肉体の「やる」について 高校生の時、合宿はモチロン「死ぬほど」辛かったし、ゲロも吐きまくった。でも不思議と決意が根底にあるとこなせるものだ。とにかく体力の無い一年生時の練習は辛かった。夏合宿において、一年生は「洗濯板」で先輩の汚物を洗濯し、宿舎では冷えたカルピスを切らすことは許されない。現代社会において、洗濯板で洗う必要など微塵もないにもかかわらず、また合宿以外の練習ではカルピスなどまったく飲まないくせに、何故か合宿になるとこの手の儀式的で奇妙な行動を取る必要があった。洗濯板での洗濯は連日深夜までかかる作業で、早朝のランニングと相まって合宿期間の平均睡眠時間は4-5時間であったと記憶している。練習中は当然、水は飲めない。また「怪物」のような先輩達との「タックル練習」では余りの「痛さ」から涙と鼻水とよだれ等のあらゆる「液体」が顔面からしたたり落ちる... あー、今思い出してもなんとも痛い、とても忘れることのできない具体的な「痛さ」である。

ただ、そんな中でも、本当に体力的に辛かったのは3年の春の神奈川県大会、準決勝で闘った日大高校戦であった。その試合で僕は初めて、「攻守フル出場」というものを経験した。どんな厳しい練習よりよっぽど辛い経験だった。一試合通じて攻守フル出場したのは僕一人で、更に試合も抜きつ抜かれつの白熱の展開、更に更に相手オフェンスはショットガンで、ディフェンスラインの僕は毎プレーパスラッシュを続けなくてはならなかった。30度を軽く超えるだろう炎天下、第三クオーター中盤あたりから完全に意識がとんだ。攻守出場ということはグランドに立ちっ放し、とにかくベンチに帰れないのだ。タイムアウトの時だけ水が飲める。ガブガブ飲んで、残りの水を頭からかぶると、ふっと意識が戻る。

そしてゲームが始まるとまた、全く意識が無くなる。当然、試合展開のことなんて全く考えられない。
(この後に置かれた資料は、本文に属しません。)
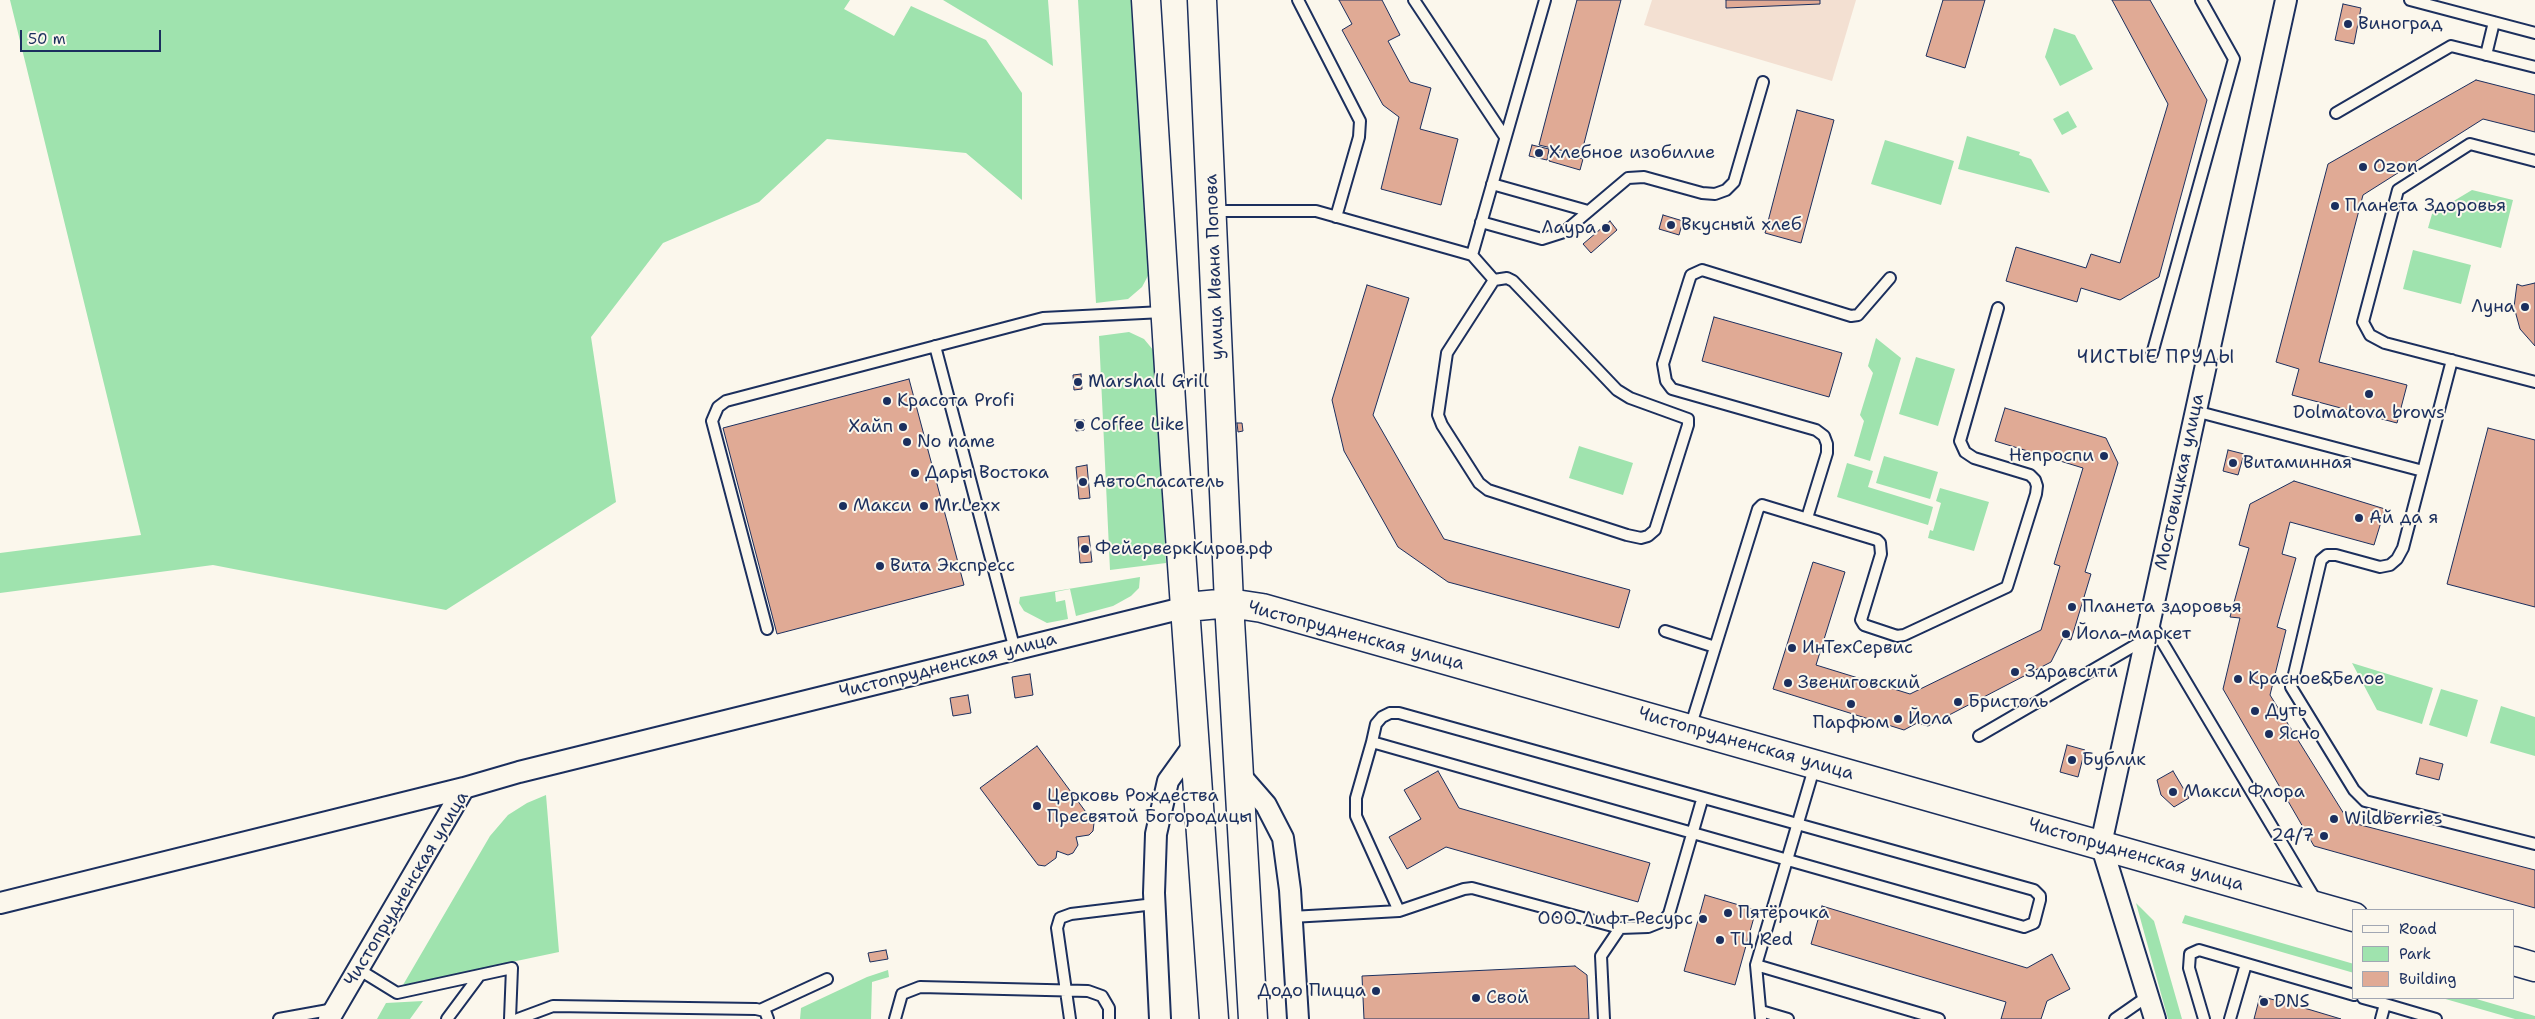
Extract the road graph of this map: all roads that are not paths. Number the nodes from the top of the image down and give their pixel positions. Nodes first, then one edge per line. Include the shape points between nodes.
1 (1146, 0) edge
2 (1202, 0) edge
3 (1298, 0) edge
4 (1414, 0) edge
5 (1545, 0) edge
6 (2201, 0) edge
7 (2286, 0) edge
8 (2410, 0) edge
9 (2494, 22) junction
10 (2535, 33) edge
11 (2486, 55) junction
12 (2535, 67) edge
13 (1763, 82) dead end
14 (2336, 113) dead end
15 (1505, 137) junction
16 (2535, 161) edge
17 (1492, 184) junction
18 (1212, 211) junction
19 (1588, 211) junction
20 (1336, 217) junction
21 (1481, 222) junction
22 (1472, 255) junction
23 (1890, 278) dead end
24 (1494, 280) junction
25 (1998, 308) dead end
26 (1165, 312) junction
27 (935, 346) junction
28 (2152, 354) dead end
29 (2452, 360) junction
30 (2535, 382) edge
31 (2195, 412) junction
32 (2423, 471) junction
33 (1807, 518) junction
34 (1229, 603) junction
35 (1187, 607) junction
36 (767, 629) dead end
37 (2149, 630) junction
38 (1665, 631) dead end
39 (1715, 647) junction
40 (1015, 650) junction
41 (1690, 728) junction
42 (1979, 736) dead end
43 (1196, 742) junction
44 (1372, 742) junction
45 (1816, 764) junction
46 (1239, 774) junction
47 (464, 788) junction
48 (1702, 800) junction
49 (1797, 825) junction
50 (1693, 833) junction
51 (2101, 844) junction
52 (2535, 844) edge
53 (1787, 860) junction
54 (0, 903) edge
55 (1154, 904) junction
56 (2321, 908) junction
57 (1399, 912) junction
58 (2352, 916) edge
59 (1291, 917) junction
60 (1620, 928) junction
61 (2515, 961) edge
62 (2246, 964) junction
63 (1756, 965) junction
64 (2535, 967) edge
65 (358, 969) junction
66 (479, 976) junction
67 (828, 979) dead end
68 (1066, 991) junction
69 (2352, 994) edge
70 (2148, 996) junction
71 (2367, 999) edge
72 (2385, 1004) junction
73 (762, 1009) junction
74 (332, 1014) edge
75 (1761, 1015) edge
76 (279, 1019) edge
77 (447, 1019) edge
78 (510, 1019) edge
79 (518, 1019) edge
80 (768, 1019) edge
81 (895, 1019) edge
82 (1070, 1019) edge
83 (1109, 1019) edge
84 (1160, 1019) edge
85 (1214, 1019) edge
86 (1253, 1019) edge
87 (1298, 1019) edge
88 (1604, 1019) edge
89 (1788, 1019) edge
90 (1938, 1019) edge
91 (2115, 1019) edge
92 (2154, 1019) edge
93 (2204, 1019) edge
94 (2230, 1019) edge
95 (2381, 1019) edge
96 (2436, 1019) edge

1 - 26 main road
2 - 18 main road, улица Ивана Попова
3 - 20 lane via 1360,121 1359,136
4 - 15 lane
5 - 15 lane
6 - 28 lane via 2234,59
7 - 31 street, Мостовицкая улица
8 - 9 lane
9 - 10 lane
9 - 11 lane
11 - 12 lane
11 - 14 lane via 2451,46
13 - 19 lane via 1734,182 1726,190 1702,194 1635,177 1621,183
15 - 17 lane
16 - 29 lane via 2470,144 2398,190 2363,322 2370,335 2385,343
17 - 19 lane
17 - 21 lane
18 - 20 lane via 1316,211
18 - 34 main road, улица Ивана Попова
19 - 21 lane via 1564,232 1542,239
20 - 22 lane
21 - 22 lane
22 - 24 lane
23 - 33 lane via 1858,315 1851,316 1702,270 1691,275 1663,364 1666,381 1672,389 1816,430 1824,436 1827,453
24 - 24 lane via 1507,278 1513,281 1623,394 1688,419 1655,530 1648,536 1628,535 1488,490 1479,483 1442,425 1438,416 1447,353
25 - 33 lane via 1960,441 1965,452 1974,458 2030,475 2036,480 2036,494 2006,587 1904,635 1897,636 1864,625 1861,620 1881,554 1880,543
26 - 27 lane via 1043,318
26 - 35 main road
27 - 36 lane via 726,401 714,413 712,421
27 - 40 lane
29 - 30 lane
29 - 32 lane
31 - 32 lane
31 - 37 street, Мостовицкая улица
32 - 52 lane via 2403,548 2397,559 2380,567 2336,555 2327,555 2321,560 2290,687 2354,790 2365,801
33 - 39 lane via 1764,505 1759,507
34 - 35 main road, Чистопрудненская улица
34 - 41 main road, Чистопрудненская улица via 1262,608
34 - 46 main road, улица Ивана Попова
35 - 40 street, Чистопрудненская улица
35 - 43 main road
37 - 42 lane
37 - 51 street, Мостовицкая улица
37 - 56 lane
38 - 39 lane
39 - 41 lane
40 - 47 street, Чистопрудненская улица
41 - 45 main road, Чистопрудненская улица
43 - 55 street via 1168,781 1156,834
43 - 85 main road
44 - 48 lane via 1376,724 1382,717 1399,713
44 - 50 lane
44 - 57 lane via 1356,798 1356,816
45 - 49 lane
45 - 51 main road, Чистопрудненская улица
46 - 59 street via 1266,805 1283,838
46 - 86 main road, улица Ивана Попова
47 - 54 street
47 - 65 street, Чистопрудненская улица
48 - 49 lane
48 - 50 lane
49 - 53 lane
49 - 53 lane via 2034,890 2040,900 2034,923 2024,927
50 - 53 lane
50 - 60 lane via 1669,914 1663,921 1648,927
51 - 56 main road, Чистопрудненская улица
51 - 70 street, Мостовицкая улица
53 - 63 lane
55 - 68 lane via 1060,918 1057,928
55 - 84 street
56 - 58 main road, Чистопрудненская улица
57 - 59 lane
57 - 60 lane via 1472,888
59 - 87 street
60 - 88 lane via 1601,956
61 - 64 main road
62 - 69 lane
62 - 93 lane via 2199,950 2190,954 2188,968
62 - 94 lane
63 - 75 lane
63 - 90 lane
65 - 66 lane via 397,993
65 - 74 street, Чистопрудненская улица
66 - 77 lane
66 - 78 lane via 512,968
67 - 73 lane
68 - 81 lane via 920,987 902,994
68 - 82 lane
68 - 83 lane via 1088,991 1102,996 1109,1008
70 - 91 lane
70 - 92 street, Мостовицкая улица
71 - 72 lane
72 - 95 lane
72 - 96 lane
73 - 79 lane via 553,1006
73 - 80 lane
74 - 76 lane
75 - 89 lane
なんたって意識が無いのだから勝ち負けなんて考えられるはずがない。第四クオーターに入るころになると、自分の半径1m以上先が全く見えなくなった。後でビデオを見る限り、プレーミスもなく、それなりには動けていた。ただ、主将としてやるべきリーダーシップを発揮するということは全く出来なかった。試合中のもうろうとする意識の中は「ああ、今、俺はいったい何をしているんだろう。」なんていうトランスした状態であったと記憶している。

何とか試合には勝利できたが、生まれてこのかた、意識がなくなったことは初めての経験であり、あんなトランス状態に入ったこと(大学入学後たびたび経験することになるのだが...。)は自分で自分に驚かざるを得なかった。ただ、主将としてのそんな戦い振りには本当に反省した。チームメイトみんなの頑張りが余計に僕を苦しめた。試合後、何故か悔しくて涙が止まらなかった。キャプテンがそんなんでどうするんだ、という悔しさ。この時試合、というより全てのモノゴトに対処する際、「冷静」に行動することの大切さを痛感し、以後、体力の消耗は仕方ないにしても精神の安定だけは失わないことを心に誓った。高校生でこんな体験が出来たことは本当に良かった。これは体力的にもしくは精神的に厳しい状況に追い込まれた時にどう「やる」のか、具体的に学ぶことができた。

ただ、大学時代、事実上の最後の試合となった専修大学戦で同じようなミスをやらかすことになる...。人間は本当に反省しても、現実に具体的な進歩なり改善を見せることはつくづく難しいのだなあ、と実感する。

結局のところ、現実は何とも反省反省の毎日、勉強勉強なのである。